18/02/2017 - 7:25
“A Guararavacã do Guaicuí: o senhor tome nota deste nome. (…) e dizem que lá agora dá febres. Naquele tempo não dava. Não me alembro. Mas foi nesse lugar, no tempo dito, que meus destinos foram fechados. Será que tem um ponto certo, dele a gente não podendo mais voltar para trás? Travessia da minha vida O senhor veja, o senhor escreva (…) Aquele lugar, o ar. Primeiro, fiquei sabendo que gostava de Diadorim – de amor mesmo amor, mal encoberto em amizade.” (PÁG. 264)
Barra do Guaicuí, um lugarejo de Várzea da Palma (MG) pouco antes do encontro dos Rios das Velhas e São Francisco, entrou para a história da literatura como o lugar onde o jagunço Riobaldo chegou à conclusão de que gostava mesmo de Diadorim. As narrativas do lugar hoje são mais duras. O desemprego faz dispararem índices de criminalidade. A taxa de assassinatos por arma de fogo chega a 36,4%, acima da média nacional de 29,1%, segundo o Mapa da Violência.

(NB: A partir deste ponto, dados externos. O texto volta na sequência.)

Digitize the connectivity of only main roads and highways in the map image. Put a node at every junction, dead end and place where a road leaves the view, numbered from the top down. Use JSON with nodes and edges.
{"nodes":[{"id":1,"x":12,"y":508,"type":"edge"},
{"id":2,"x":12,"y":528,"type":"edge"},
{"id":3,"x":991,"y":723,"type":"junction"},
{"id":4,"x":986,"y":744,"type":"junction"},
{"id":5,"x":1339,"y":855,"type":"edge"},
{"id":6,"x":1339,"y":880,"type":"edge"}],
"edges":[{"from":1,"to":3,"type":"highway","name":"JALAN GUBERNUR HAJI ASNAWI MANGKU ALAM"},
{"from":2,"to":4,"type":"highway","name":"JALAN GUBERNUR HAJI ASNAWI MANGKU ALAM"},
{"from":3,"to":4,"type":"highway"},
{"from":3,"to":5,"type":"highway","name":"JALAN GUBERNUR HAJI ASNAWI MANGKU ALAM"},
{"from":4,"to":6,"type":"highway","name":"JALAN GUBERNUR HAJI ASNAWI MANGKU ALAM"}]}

O poder público não conseguiu manter nem mesmo a fábrica de blocos de calçamento que instalou no povoado. Como é época de piracema, a localidade não pode contar com a renda extra deixada por pescadores profissionais que costumam jogar a linha na confluência dos rios. Nos últimos três anos, duas siderúrgicas fecharam em Várzea da Palma, deixando sem trabalho 2 mil funcionários. Na vizinha Pirapora, fábricas de tecido reduziram as ofertas de emprego pela metade. Uma grande siderúrgica opera apenas dois de seis fornos. Boa parte dos plantios de eucaliptos está sem colheita, por falta de comprador.
Oclênio Siqueira, de 18 anos, e Mateus Santos, de 19, contam que foram demitidos depois de um ano trabalhando em plantios irrigados de frutas. “Está muito difícil agora arrumar vaga nesse serviço”, diz Mateus. Ele relata que amigos migraram para Uberlândia, onde atuam em granjas e comércios.

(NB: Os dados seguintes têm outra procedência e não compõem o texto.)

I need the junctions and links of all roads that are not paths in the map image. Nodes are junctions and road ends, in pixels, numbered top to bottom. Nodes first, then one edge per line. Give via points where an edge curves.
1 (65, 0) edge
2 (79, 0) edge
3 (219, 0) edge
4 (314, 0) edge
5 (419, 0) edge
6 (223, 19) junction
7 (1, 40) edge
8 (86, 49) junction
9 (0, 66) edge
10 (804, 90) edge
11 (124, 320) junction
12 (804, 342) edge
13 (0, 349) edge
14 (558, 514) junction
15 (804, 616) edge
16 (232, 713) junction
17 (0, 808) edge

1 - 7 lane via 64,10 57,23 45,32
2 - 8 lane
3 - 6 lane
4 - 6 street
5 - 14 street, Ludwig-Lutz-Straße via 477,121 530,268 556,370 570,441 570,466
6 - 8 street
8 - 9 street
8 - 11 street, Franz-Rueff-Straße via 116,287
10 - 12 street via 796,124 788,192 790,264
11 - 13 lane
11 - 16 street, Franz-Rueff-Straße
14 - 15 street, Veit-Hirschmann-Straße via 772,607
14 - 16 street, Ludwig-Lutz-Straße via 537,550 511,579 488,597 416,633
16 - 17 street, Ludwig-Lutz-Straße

Oclênio agora trabalha numa olaria. Fatura R$ 800 por mês, sem carteira. Ele faz planos. Pretende montar um estúdio de tatuagens. É um negócio que requer investimento. Uma máquina de fazer os desenhos está na faixa dos R$ 900. Enquanto não consegue comprá-la, ele “risca” carpas, palhaços e gueixas na pele de conhecidos com uma máquina que ele mesmo construiu. O motorzinho foi tirado de um aparelho antigo de DVD. Usou ainda carregador de celular e arames. A tinta é a usada em pisos. Cada desenho custa em média R$ 50.
“Freguês tem demais, o pessoal quer ficar com marca no corpo.”
Há também quem busca fazer marcas no templo. Ali, na margem direita do Rio das Velhas, a ruína da Igreja de Nosso Senhor do Matozinho, construída por jesuítas no século 17, há décadas é alvo de quem tenta eternizar seu nome em pedras e rebocos. As inscrições se sucedem: “Gerson Santos, 1958”, “João, 03-12-90”, “EMM, 1973”, “Daniel, 20-2-99”, “Bia e Tonho, 2-2-90”, “Luan, 20-09-15”. Mas o que desperta a atenção é a gameleira que cresceu rente à parede do fundo, alcançou o telhado e desceu para o altar. A imagem lembra o conto Buriti, do livro Corpo de Baile, de Guimarães Rosa.
As informações são do jornal O Estado de S. Paulo.